El fuero de Madrid de 1202 ya hace referencias al prado de Atocha. Es la época en la que Alfonso X “el Sabio” dedica varias de sus cantigas a Santa María de Atocha, lo cual da idea de la popularidad de la imagen sagrada en tiempos tan tempranos. En esos años se sitúa también la gran devoción de San Isidro, patrón de Madrid, hacia esta advocación de las llamadas vírgenes negras. Así lo ensalzarían los cronistas
y literatos del Siglo de Oro, en la búsqueda de unas figuras o iconos propios que conformasen unas raíces casi legendarias sobre la que se asentara la historia de la ciudad.
La cesión de la ermita a Madrid en manos de los dominicos supuso el impulso definitivo para el desarrollo del santuario, que alcanzó su máximo esplendor en el siglo XVII. Fue en 1630 cuando el crecimiento de la villa llegó a integrar definitivamente en su interior, tanto la edificación como el gran olivar en que estaba enclavada, con la construcción de la cerca de Felipe IV.

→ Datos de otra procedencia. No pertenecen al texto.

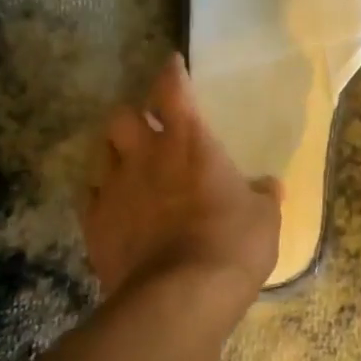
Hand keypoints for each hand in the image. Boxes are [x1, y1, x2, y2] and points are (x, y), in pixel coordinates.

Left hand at [83, 54, 281, 312]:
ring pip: (101, 152)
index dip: (171, 72)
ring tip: (129, 168)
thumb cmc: (232, 244)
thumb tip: (269, 186)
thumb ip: (263, 196)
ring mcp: (114, 188)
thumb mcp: (264, 218)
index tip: (171, 64)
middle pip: (121, 114)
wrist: (180, 297)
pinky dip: (103, 197)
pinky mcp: (95, 224)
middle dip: (133, 116)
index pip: (173, 89)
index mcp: (189, 141)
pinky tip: (116, 210)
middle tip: (147, 130)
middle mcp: (145, 155)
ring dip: (115, 154)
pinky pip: (91, 197)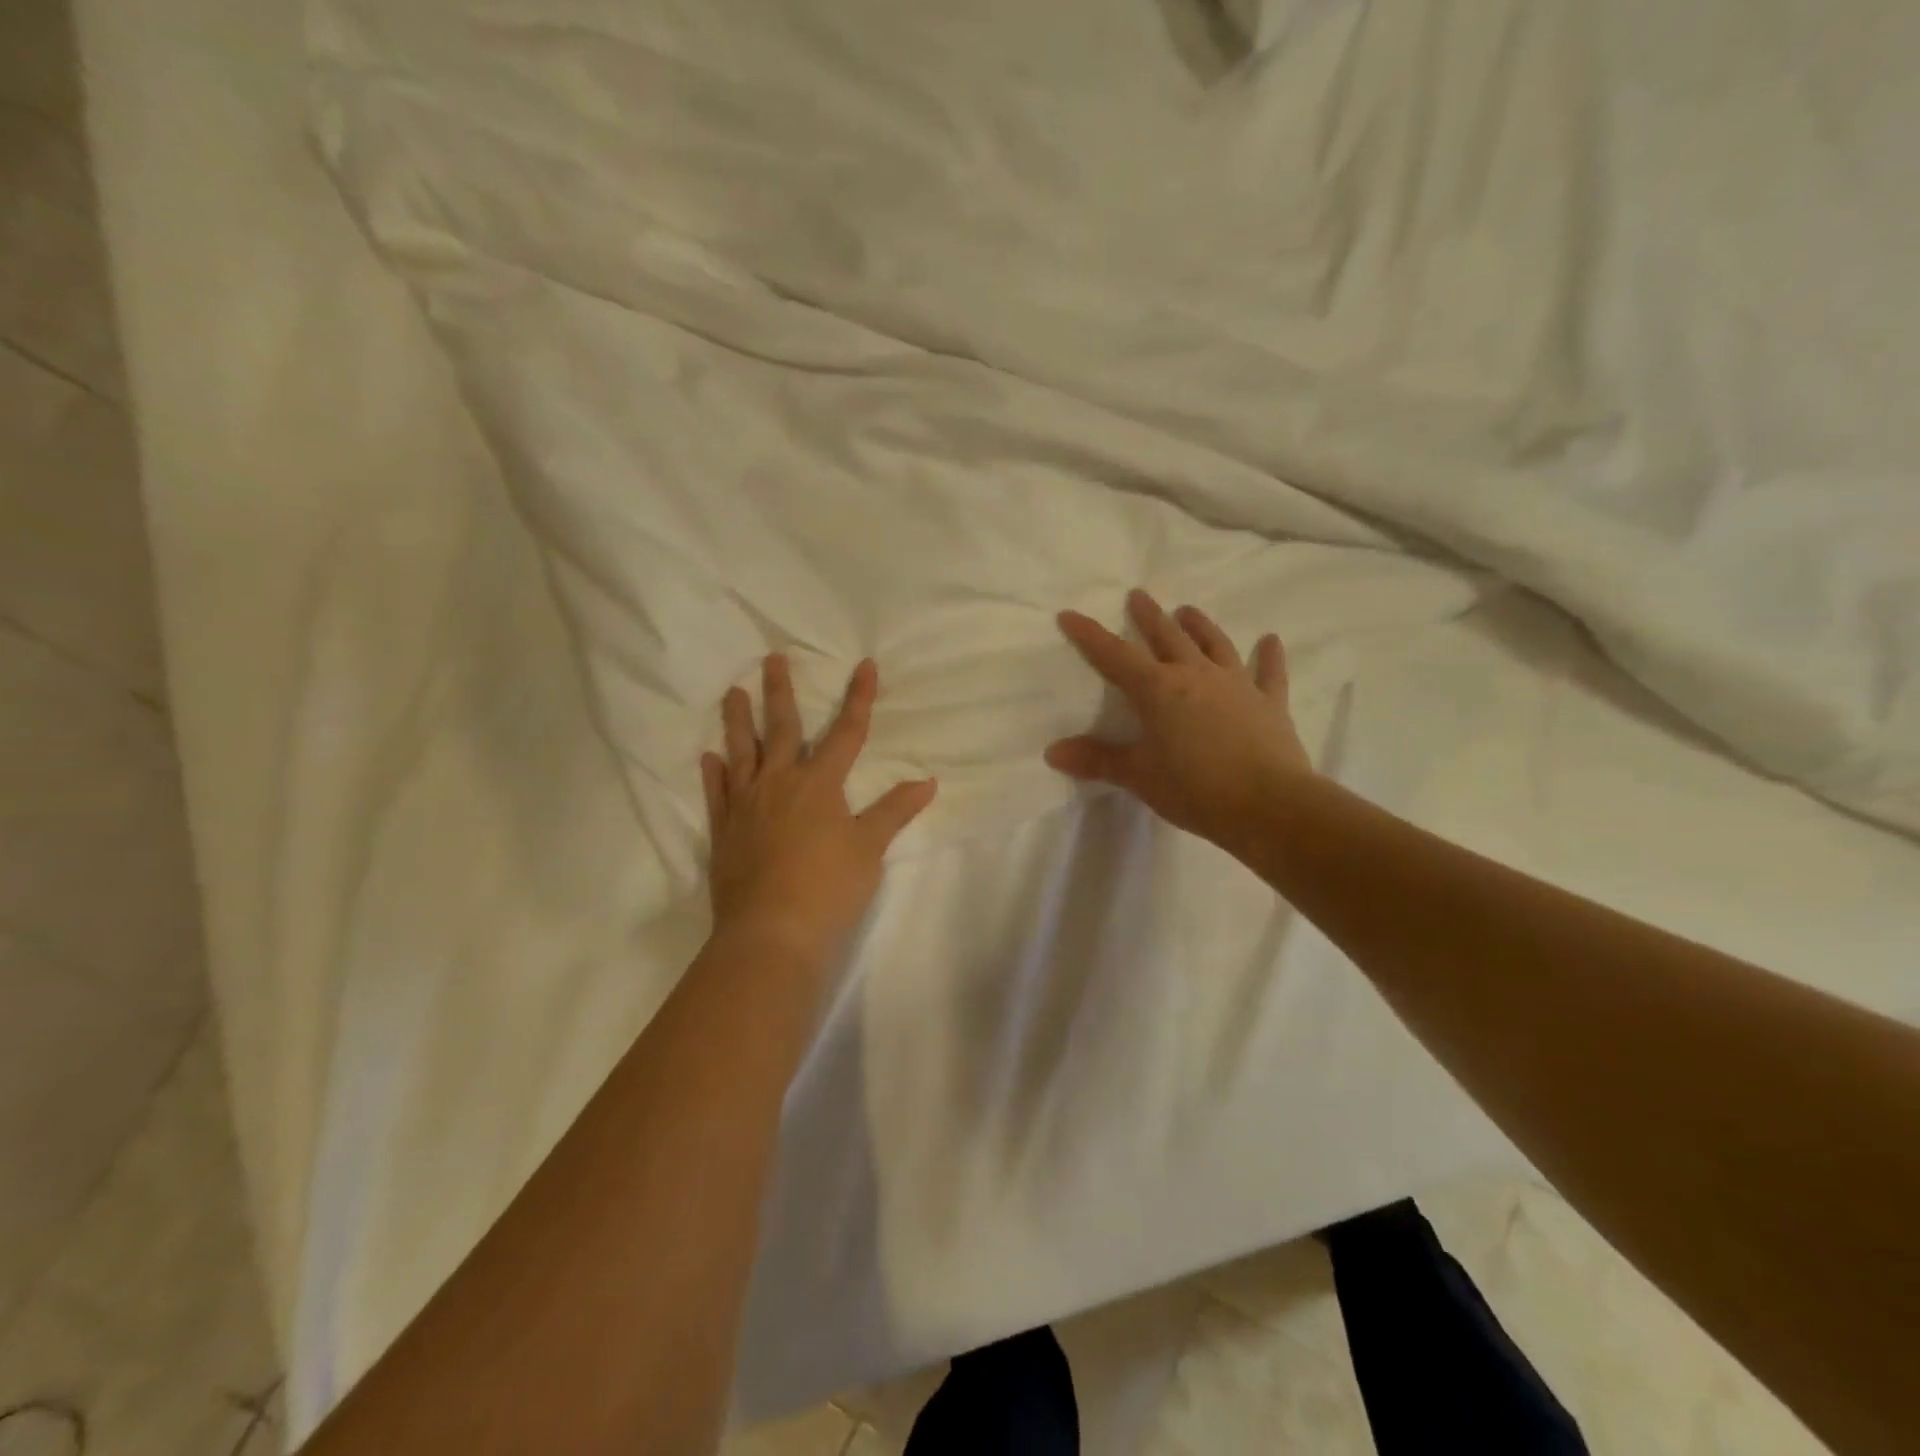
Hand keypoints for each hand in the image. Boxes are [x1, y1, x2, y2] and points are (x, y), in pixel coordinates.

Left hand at [702, 655, 936, 974]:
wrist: (771, 933)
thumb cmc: (829, 888)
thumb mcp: (869, 848)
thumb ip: (894, 811)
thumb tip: (927, 782)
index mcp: (819, 784)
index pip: (846, 732)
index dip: (859, 698)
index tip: (865, 665)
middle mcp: (779, 784)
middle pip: (782, 729)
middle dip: (781, 692)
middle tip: (772, 658)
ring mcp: (746, 806)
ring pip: (741, 753)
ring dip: (737, 721)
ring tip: (733, 692)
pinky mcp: (725, 833)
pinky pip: (717, 794)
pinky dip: (713, 774)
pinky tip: (709, 757)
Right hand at [1047, 590, 1312, 852]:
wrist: (1268, 805)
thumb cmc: (1194, 789)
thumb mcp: (1139, 776)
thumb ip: (1097, 760)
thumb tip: (1052, 752)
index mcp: (1158, 690)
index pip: (1114, 656)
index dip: (1090, 636)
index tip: (1070, 614)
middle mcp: (1196, 676)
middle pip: (1167, 637)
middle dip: (1149, 616)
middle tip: (1138, 595)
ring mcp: (1236, 685)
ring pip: (1215, 645)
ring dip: (1200, 625)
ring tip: (1188, 610)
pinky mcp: (1269, 703)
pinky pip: (1270, 673)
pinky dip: (1270, 656)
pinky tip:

La afluencia al santuario, tanto de fieles y peregrinos como de los reyes y toda su corte, hizo de Atocha uno de los principales escenarios de la vida pública de Madrid a lo largo de los siglos. Si el fervor religioso y popular fue protagonista en el siglo XVII, la mentalidad ilustrada de finales del XVIII, encontró en ese entorno fértil de los prados históricos (Recoletos, San Jerónimo y Atocha) un espacio natural de esparcimiento
dentro de la población con el real patronato como telón de fondo del último paseo. La influencia del convento en la conformación de la ciudad hacia el este queda patente en el desarrollo de la calle homónima que conectaba con el Alcázar. El frecuente tránsito procesional de los reyes acompañados de la corte favoreció el asentamiento en la zona de otras fundaciones religiosas de beneficencia como colegios y varios
hospitales, entre los que cabe destacar el General y de la Pasión.